E’ strano, hanno molto successo, ma alla fine il loro sembra uno stile un po’ datato. Tra gli anni cinquanta e sessanta fecero scalpore gli urlatori, corrente canora sorta in Italia, guarda caso all’epoca del boom economico, quando evidentemente bisognava “urlare” l’esaltazione per la ripresa, l’entusiasmo per il superamento delle difficoltà post-belliche: la stessa Mina si impose per la sua voce ad alto volume, del tutto priva degli abbellimenti del canto melodico.
Allora forse questo aveva un senso, ma oggi, per che cosa dobbiamo esaltarci? E gli urlatori (o meglio le urlatrici) di oggi, che cosa gridano? Non entusiasmo, semmai rabbia, rancore diffuso, o, peggio, sembrano esprimere narcisismo vocale, virtuosismi autoreferenziali, bisogno di dimostrare le proprie qualità tecniche… Tutti elementi nei quali le giovani generazioni, i fan, finiscono per rispecchiarsi, finendo per credere che la potenza valga più dell’energia, la quantità più della qualità, e, peggio, che si debba alzare la voce per farsi ascoltare.

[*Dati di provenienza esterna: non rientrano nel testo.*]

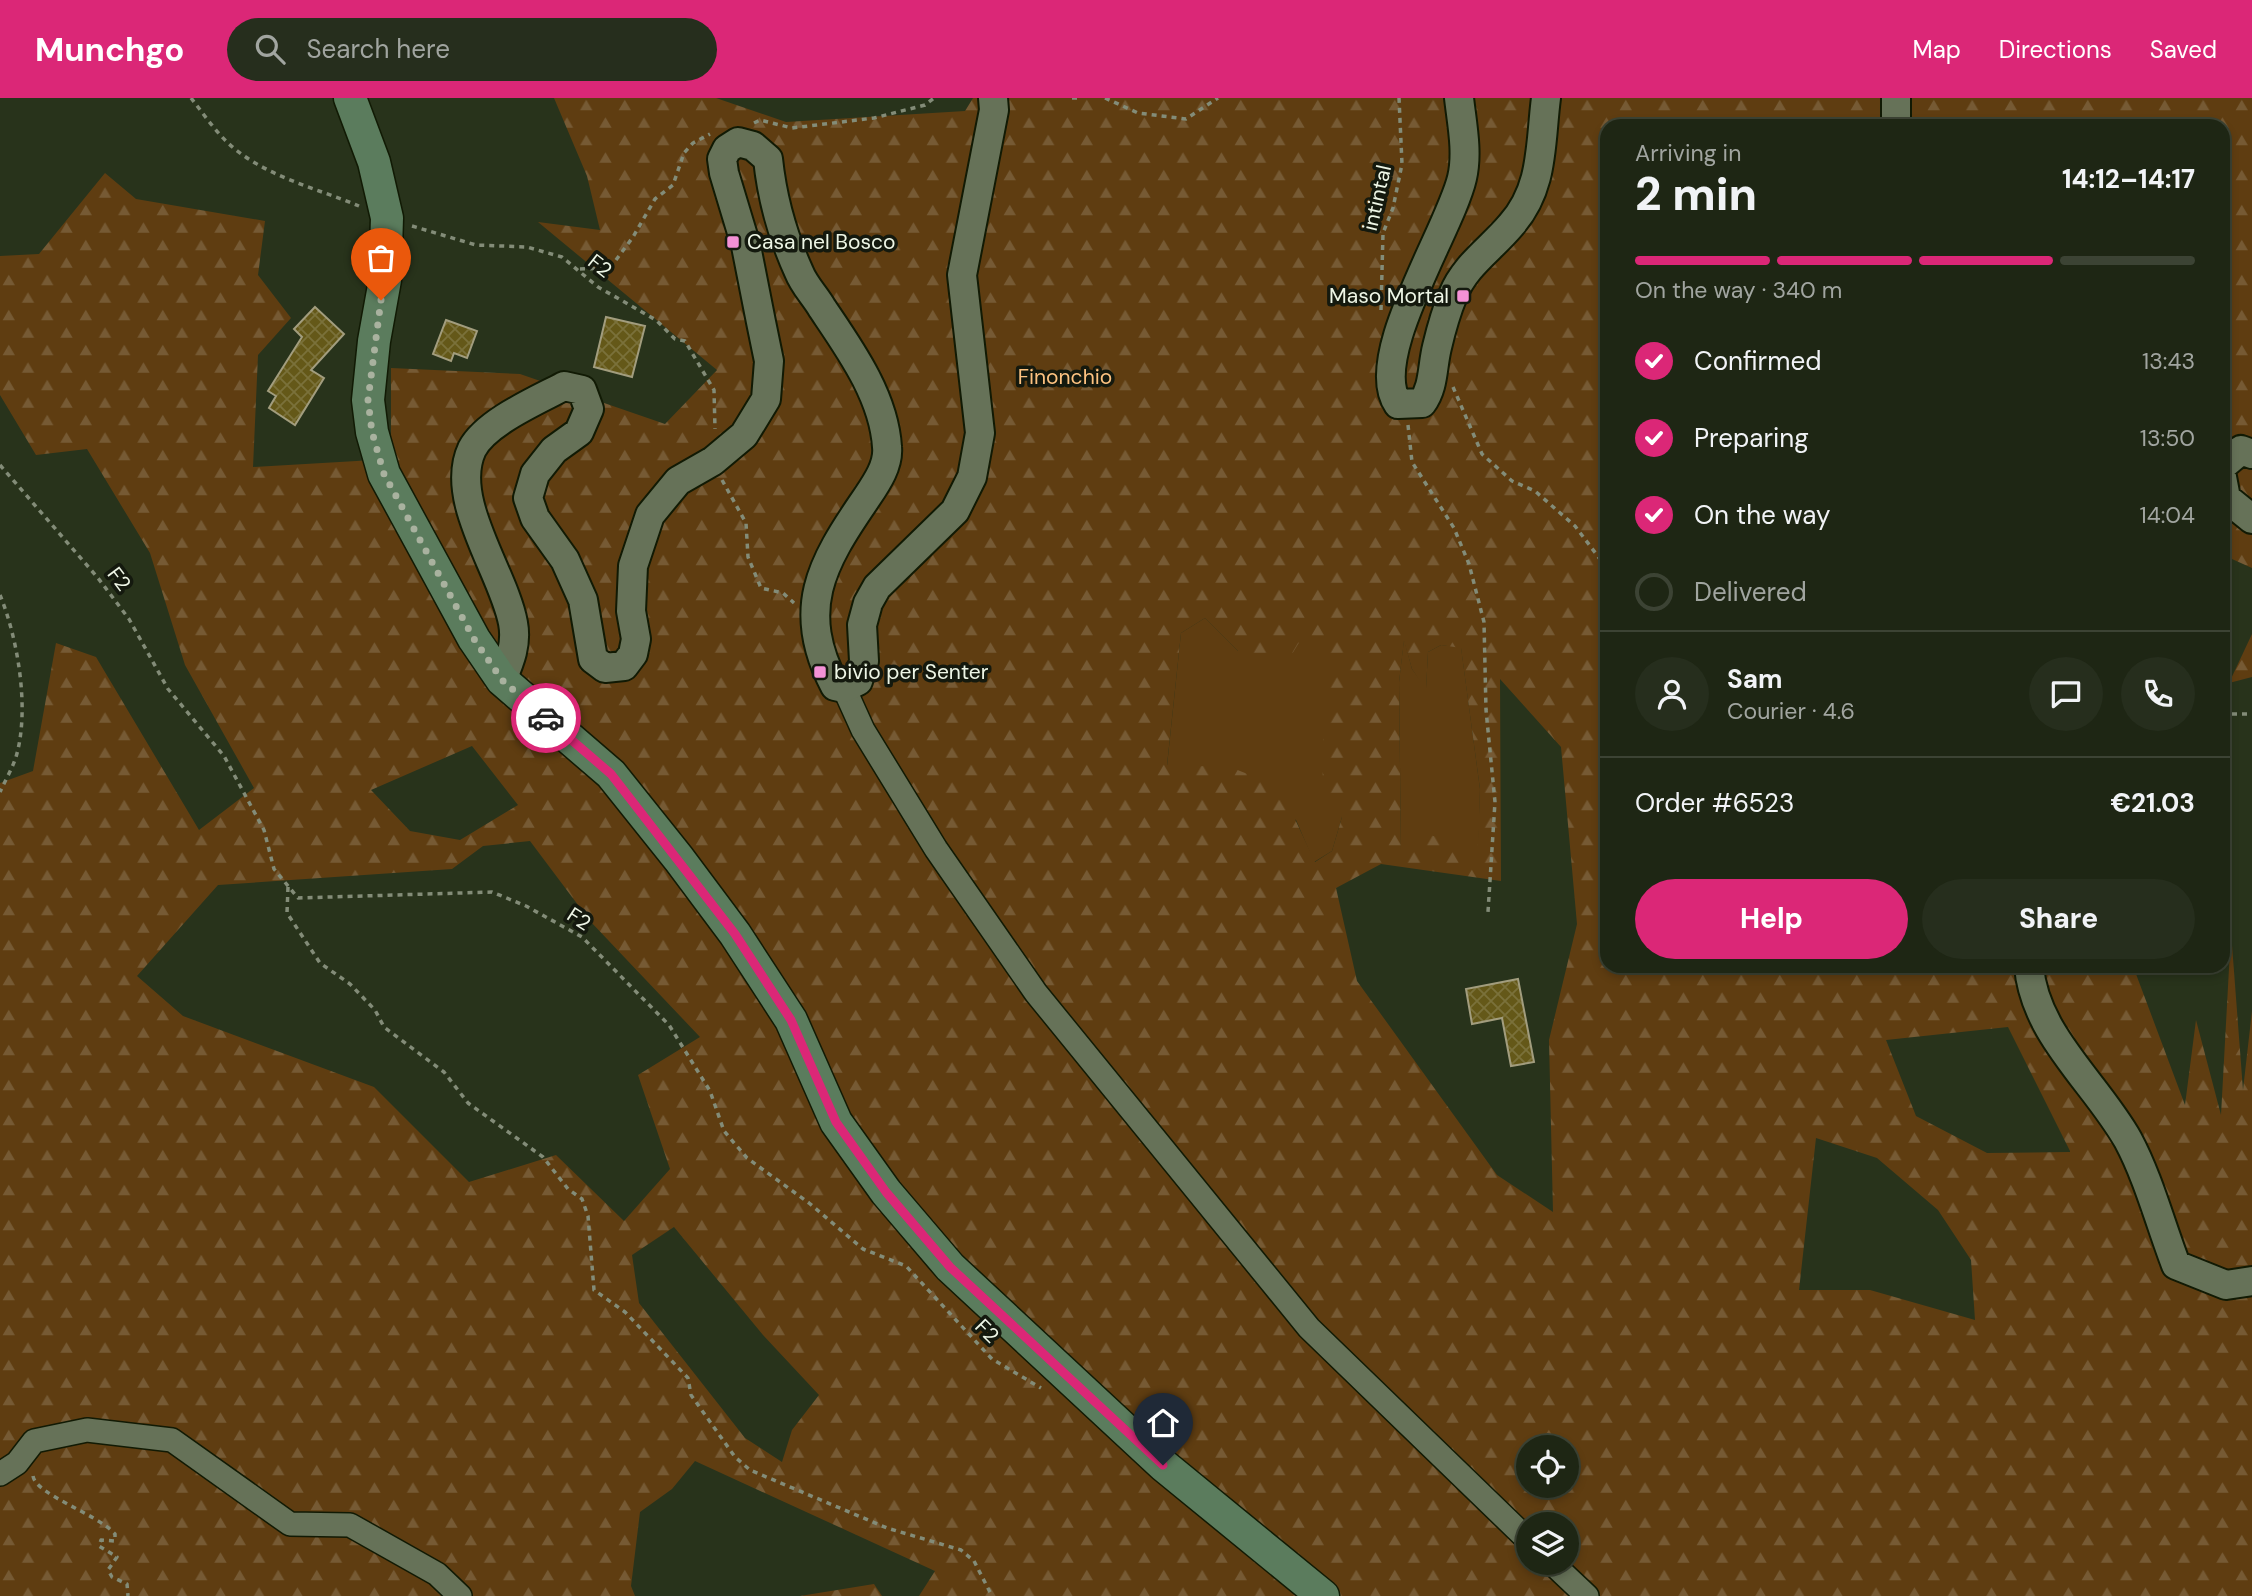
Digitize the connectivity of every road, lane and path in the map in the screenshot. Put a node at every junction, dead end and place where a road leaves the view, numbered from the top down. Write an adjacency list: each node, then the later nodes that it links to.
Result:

Un vecchio attore, esperto dei trucchi vocali, una volta mi confidò un semplice segreto del mestiere: “Quanto tutti urlano, tu abbassa la voce”.

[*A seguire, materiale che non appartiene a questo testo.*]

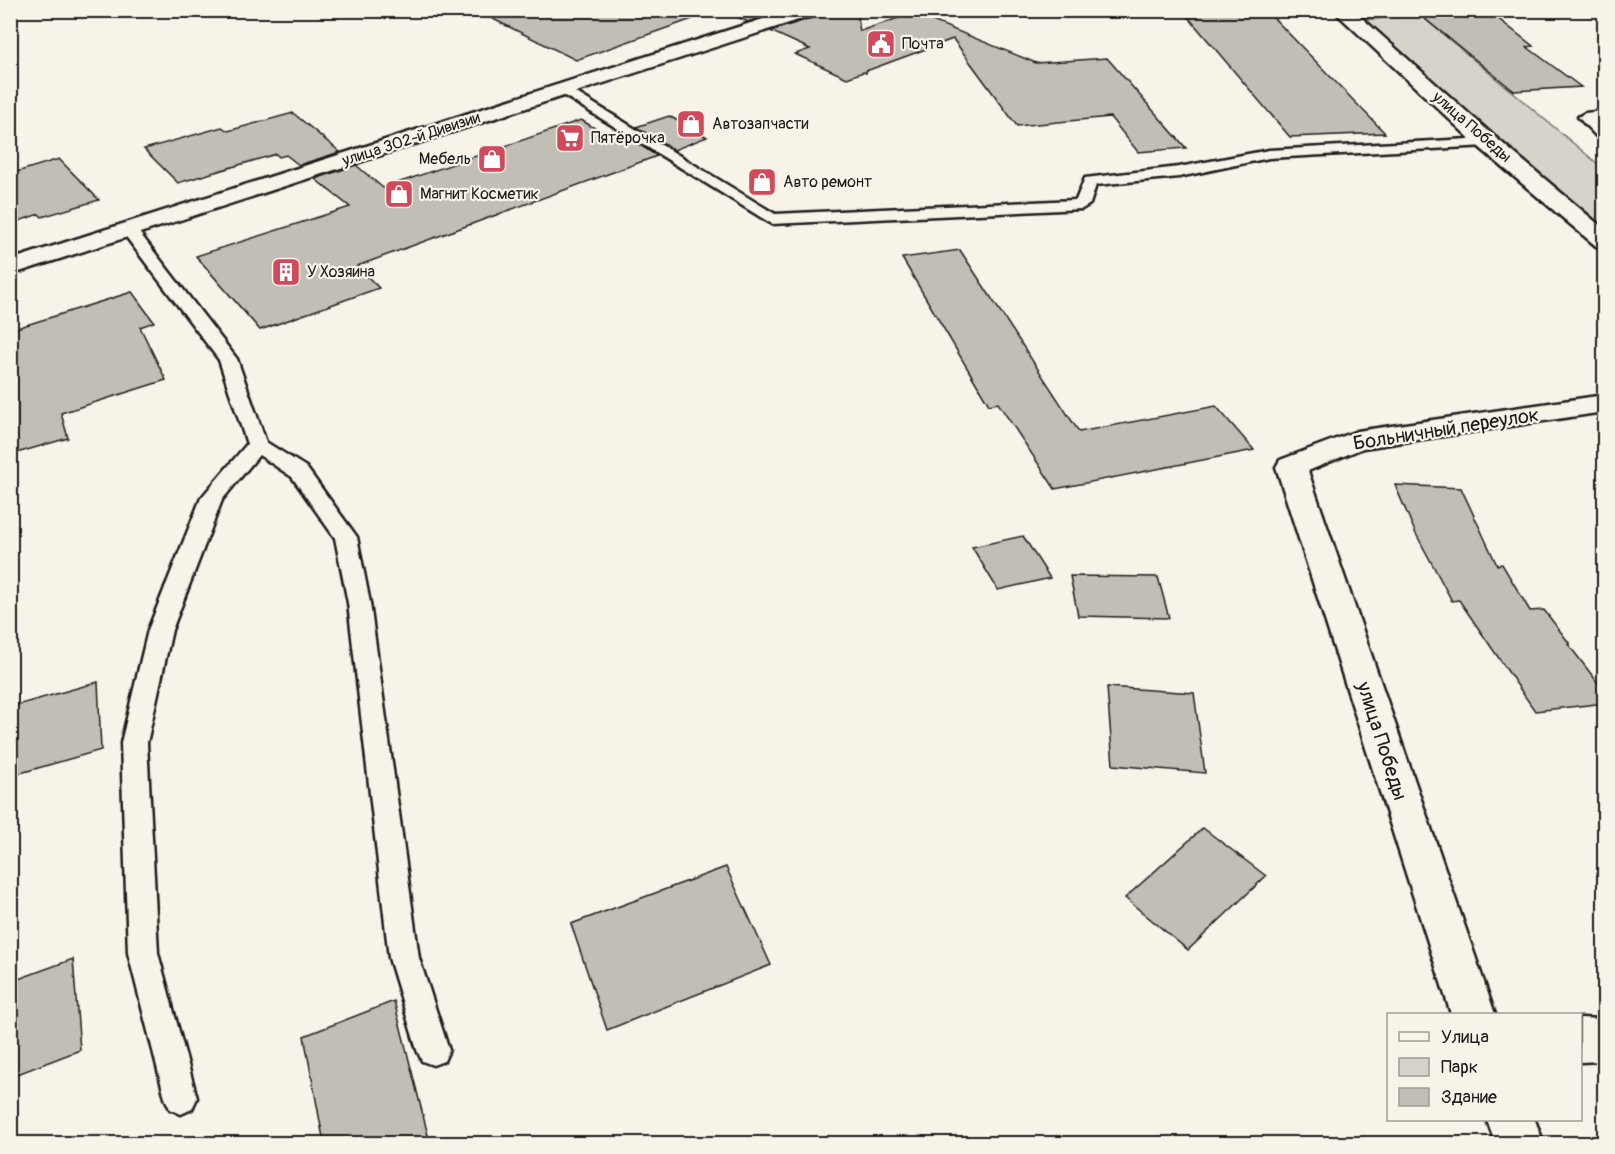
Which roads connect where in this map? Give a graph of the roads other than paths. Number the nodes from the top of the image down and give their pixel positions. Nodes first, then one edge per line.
1 (810, 10) edge
2 (1342, 10) edge
3 (565, 90) junction
4 (1605, 115) edge
5 (1605, 136) edge
6 (1487, 142) junction
7 (129, 230) junction
8 (1602, 236) edge
9 (10, 268) edge
10 (1605, 405) edge
11 (257, 445) junction
12 (1292, 467) joint
13 (1473, 1013) edge
14 (1582, 1040) edge
15 (1605, 1040) edge
16 (433, 1050) dead end
17 (181, 1098) dead end
18 (1512, 1121) edge
19 (1520, 1143) edge

1 - 3 street, улица 302-й Дивизии
2 - 6 street, улица Победы
3 - 6 lane
3 - 7 street, улица 302-й Дивизии
4 - 5 lane
6 - 8 street, улица Победы
7 - 9 street, улица 302-й Дивизии
7 - 11 lane
10 - 12 street, Больничный переулок
11 - 16 lane
11 - 17 lane
12 - 13 street, улица Победы
14 - 15 street
18 - 19 street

Non è sempre vero che ad alta voce ci si possa spiegare meglio o catturare maggiormente l’attenzione. Al contrario. E’ vero che nel campo della musica leggera, è anche ormai finita l’era dei cantanti cosiddetti confidenziali, da night, però tra i due estremi è forse giusto porsi qualche domanda.
E poi…
Se una urlatrice perde la voce, per averne abusato, ci sono donne che perdono la voce per ordine dei governi. Accade in Afghanistan, L’ultimo decreto vieta di far sentire in pubblico le voci femminili. Vietato cantare, vietato recitare, vietato parlare con toni alti, vietato cantare la ninna nanna a un neonato irrequieto durante la passeggiata, vietato ridere con le amiche al mercato, vietato protestare per un sopruso, vietato perfino pregare ad alta voce nelle moschee…
Ogni cultura va rispettata, e non mi sogno di criticare il regime talebano per queste disposizioni. Come che sia, a me sembrano comunque molto più eloquenti le donne afghane zittite dal potere che una cantante nostrana fiera di urlare ai suoi concerti e poi costretta a malincuore a fermarsi per avere urlato troppo.